[Records to use — start]

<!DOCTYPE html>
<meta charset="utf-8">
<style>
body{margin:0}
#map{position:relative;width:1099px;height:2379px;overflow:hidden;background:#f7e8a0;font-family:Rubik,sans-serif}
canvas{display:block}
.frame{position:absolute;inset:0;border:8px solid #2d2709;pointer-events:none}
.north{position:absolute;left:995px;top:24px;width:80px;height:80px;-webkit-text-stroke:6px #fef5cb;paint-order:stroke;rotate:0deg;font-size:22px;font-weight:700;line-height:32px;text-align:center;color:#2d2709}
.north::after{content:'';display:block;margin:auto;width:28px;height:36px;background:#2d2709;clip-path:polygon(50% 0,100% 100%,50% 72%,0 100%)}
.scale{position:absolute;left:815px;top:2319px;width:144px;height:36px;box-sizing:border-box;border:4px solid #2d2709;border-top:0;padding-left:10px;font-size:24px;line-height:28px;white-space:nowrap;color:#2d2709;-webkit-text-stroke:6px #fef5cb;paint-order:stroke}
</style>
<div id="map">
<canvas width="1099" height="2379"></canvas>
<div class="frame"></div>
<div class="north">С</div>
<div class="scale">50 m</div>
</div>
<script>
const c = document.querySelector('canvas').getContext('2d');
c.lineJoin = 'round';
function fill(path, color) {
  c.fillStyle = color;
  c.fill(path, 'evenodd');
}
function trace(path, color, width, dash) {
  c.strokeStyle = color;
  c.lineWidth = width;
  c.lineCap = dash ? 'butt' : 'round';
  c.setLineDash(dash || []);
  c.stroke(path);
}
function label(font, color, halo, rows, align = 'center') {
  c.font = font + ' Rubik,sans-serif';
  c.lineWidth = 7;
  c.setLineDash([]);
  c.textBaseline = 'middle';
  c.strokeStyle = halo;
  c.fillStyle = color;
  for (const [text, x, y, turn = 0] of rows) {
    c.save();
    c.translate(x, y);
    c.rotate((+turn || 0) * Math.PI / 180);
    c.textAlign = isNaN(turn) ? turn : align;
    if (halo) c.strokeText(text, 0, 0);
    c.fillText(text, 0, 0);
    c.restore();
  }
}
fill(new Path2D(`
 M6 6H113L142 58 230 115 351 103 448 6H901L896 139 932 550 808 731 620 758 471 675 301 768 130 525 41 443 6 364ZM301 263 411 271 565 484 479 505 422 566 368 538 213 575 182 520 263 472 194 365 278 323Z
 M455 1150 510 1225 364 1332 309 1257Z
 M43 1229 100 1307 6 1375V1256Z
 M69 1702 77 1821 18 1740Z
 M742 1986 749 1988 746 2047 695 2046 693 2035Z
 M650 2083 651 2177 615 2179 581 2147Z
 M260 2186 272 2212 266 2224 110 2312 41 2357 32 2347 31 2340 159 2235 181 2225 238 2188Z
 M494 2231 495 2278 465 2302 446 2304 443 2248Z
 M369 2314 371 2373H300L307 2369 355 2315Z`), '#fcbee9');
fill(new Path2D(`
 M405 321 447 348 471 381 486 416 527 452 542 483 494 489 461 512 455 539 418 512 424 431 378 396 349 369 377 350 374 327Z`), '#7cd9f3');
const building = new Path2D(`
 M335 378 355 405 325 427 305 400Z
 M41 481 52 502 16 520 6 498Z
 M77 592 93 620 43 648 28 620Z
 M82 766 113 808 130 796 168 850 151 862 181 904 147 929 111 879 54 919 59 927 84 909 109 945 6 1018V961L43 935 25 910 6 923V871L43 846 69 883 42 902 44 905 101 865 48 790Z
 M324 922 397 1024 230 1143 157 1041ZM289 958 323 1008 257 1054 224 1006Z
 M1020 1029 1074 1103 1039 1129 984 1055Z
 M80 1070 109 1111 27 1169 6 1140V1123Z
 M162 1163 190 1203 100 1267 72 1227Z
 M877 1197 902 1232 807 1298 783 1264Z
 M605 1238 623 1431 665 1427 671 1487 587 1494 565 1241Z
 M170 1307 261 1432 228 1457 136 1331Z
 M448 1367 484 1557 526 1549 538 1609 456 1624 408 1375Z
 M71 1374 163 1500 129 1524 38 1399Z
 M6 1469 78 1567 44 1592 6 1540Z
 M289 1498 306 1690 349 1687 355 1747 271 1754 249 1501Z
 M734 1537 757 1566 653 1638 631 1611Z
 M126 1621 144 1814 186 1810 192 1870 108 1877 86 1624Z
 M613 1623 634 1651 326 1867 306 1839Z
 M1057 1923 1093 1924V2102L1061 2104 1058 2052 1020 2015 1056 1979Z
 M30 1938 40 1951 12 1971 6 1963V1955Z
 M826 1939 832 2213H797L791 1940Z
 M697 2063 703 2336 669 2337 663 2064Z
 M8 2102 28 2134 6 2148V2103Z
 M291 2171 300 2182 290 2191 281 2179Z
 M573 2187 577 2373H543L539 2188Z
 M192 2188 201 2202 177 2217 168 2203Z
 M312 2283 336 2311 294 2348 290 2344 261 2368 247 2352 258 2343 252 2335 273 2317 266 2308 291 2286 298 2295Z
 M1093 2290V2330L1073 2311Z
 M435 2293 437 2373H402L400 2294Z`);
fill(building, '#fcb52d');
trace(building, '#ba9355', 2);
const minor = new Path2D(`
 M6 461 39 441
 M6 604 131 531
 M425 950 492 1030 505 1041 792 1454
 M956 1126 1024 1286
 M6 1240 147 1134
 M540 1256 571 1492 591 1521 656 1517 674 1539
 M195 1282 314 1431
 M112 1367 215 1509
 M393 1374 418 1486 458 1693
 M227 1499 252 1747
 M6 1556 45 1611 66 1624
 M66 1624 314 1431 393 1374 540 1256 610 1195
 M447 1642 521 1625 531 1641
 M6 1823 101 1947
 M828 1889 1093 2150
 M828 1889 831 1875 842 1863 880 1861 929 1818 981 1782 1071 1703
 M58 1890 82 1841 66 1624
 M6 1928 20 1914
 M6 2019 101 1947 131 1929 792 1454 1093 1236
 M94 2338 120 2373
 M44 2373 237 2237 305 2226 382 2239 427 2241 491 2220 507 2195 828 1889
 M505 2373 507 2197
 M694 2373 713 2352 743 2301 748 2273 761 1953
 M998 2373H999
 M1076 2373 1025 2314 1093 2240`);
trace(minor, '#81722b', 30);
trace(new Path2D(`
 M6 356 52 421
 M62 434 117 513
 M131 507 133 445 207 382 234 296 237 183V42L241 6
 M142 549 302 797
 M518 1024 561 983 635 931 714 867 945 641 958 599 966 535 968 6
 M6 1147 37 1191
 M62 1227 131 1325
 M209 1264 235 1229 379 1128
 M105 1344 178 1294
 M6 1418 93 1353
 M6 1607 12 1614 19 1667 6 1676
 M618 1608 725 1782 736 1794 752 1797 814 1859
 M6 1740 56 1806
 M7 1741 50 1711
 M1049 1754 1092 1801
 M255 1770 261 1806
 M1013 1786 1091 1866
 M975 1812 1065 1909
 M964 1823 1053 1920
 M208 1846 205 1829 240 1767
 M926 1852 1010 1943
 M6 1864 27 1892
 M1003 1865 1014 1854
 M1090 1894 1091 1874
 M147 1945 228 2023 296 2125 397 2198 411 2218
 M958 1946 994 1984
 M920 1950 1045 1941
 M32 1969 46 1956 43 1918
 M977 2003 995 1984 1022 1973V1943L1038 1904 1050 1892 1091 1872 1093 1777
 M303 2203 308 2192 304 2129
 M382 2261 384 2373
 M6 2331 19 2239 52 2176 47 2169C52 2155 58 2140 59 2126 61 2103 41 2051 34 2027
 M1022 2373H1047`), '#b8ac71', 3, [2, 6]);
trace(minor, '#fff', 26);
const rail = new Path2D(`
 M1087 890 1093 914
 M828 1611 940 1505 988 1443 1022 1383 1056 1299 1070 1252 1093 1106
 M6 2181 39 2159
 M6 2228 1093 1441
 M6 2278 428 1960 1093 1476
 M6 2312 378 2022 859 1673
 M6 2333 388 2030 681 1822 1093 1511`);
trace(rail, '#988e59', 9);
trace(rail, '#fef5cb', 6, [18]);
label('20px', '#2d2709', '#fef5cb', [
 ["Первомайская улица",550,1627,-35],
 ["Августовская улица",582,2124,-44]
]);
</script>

[Records to use — finish]

◆ What to work on ◆
Copy the stretch of the records above that runs from the line with "M312 2283 336" through the line with "M828 1611 940". Both end lines belong in the copy, and nothing else does.

◆ Finished task ◆
 M312 2283 336 2311 294 2348 290 2344 261 2368 247 2352 258 2343 252 2335 273 2317 266 2308 291 2286 298 2295Z
 M1093 2290V2330L1073 2311Z
 M435 2293 437 2373H402L400 2294Z`);
fill(building, '#fcb52d');
trace(building, '#ba9355', 2);
const minor = new Path2D(`
 M6 461 39 441
 M6 604 131 531
 M425 950 492 1030 505 1041 792 1454
 M956 1126 1024 1286
 M6 1240 147 1134
 M540 1256 571 1492 591 1521 656 1517 674 1539
 M195 1282 314 1431
 M112 1367 215 1509
 M393 1374 418 1486 458 1693
 M227 1499 252 1747
 M6 1556 45 1611 66 1624
 M66 1624 314 1431 393 1374 540 1256 610 1195
 M447 1642 521 1625 531 1641
 M6 1823 101 1947
 M828 1889 1093 2150
 M828 1889 831 1875 842 1863 880 1861 929 1818 981 1782 1071 1703
 M58 1890 82 1841 66 1624
 M6 1928 20 1914
 M6 2019 101 1947 131 1929 792 1454 1093 1236
 M94 2338 120 2373
 M44 2373 237 2237 305 2226 382 2239 427 2241 491 2220 507 2195 828 1889
 M505 2373 507 2197
 M694 2373 713 2352 743 2301 748 2273 761 1953
 M998 2373H999
 M1076 2373 1025 2314 1093 2240`);
trace(minor, '#81722b', 30);
trace(new Path2D(`
 M6 356 52 421
 M62 434 117 513
 M131 507 133 445 207 382 234 296 237 183V42L241 6
 M142 549 302 797
 M518 1024 561 983 635 931 714 867 945 641 958 599 966 535 968 6
 M6 1147 37 1191
 M62 1227 131 1325
 M209 1264 235 1229 379 1128
 M105 1344 178 1294
 M6 1418 93 1353
 M6 1607 12 1614 19 1667 6 1676
 M618 1608 725 1782 736 1794 752 1797 814 1859
 M6 1740 56 1806
 M7 1741 50 1711
 M1049 1754 1092 1801
 M255 1770 261 1806
 M1013 1786 1091 1866
 M975 1812 1065 1909
 M964 1823 1053 1920
 M208 1846 205 1829 240 1767
 M926 1852 1010 1943
 M6 1864 27 1892
 M1003 1865 1014 1854
 M1090 1894 1091 1874
 M147 1945 228 2023 296 2125 397 2198 411 2218
 M958 1946 994 1984
 M920 1950 1045 1941
 M32 1969 46 1956 43 1918
 M977 2003 995 1984 1022 1973V1943L1038 1904 1050 1892 1091 1872 1093 1777
 M303 2203 308 2192 304 2129
 M382 2261 384 2373
 M6 2331 19 2239 52 2176 47 2169C52 2155 58 2140 59 2126 61 2103 41 2051 34 2027
 M1022 2373H1047`), '#b8ac71', 3, [2, 6]);
trace(minor, '#fff', 26);
const rail = new Path2D(`
 M1087 890 1093 914
 M828 1611 940 1505 988 1443 1022 1383 1056 1299 1070 1252 1093 1106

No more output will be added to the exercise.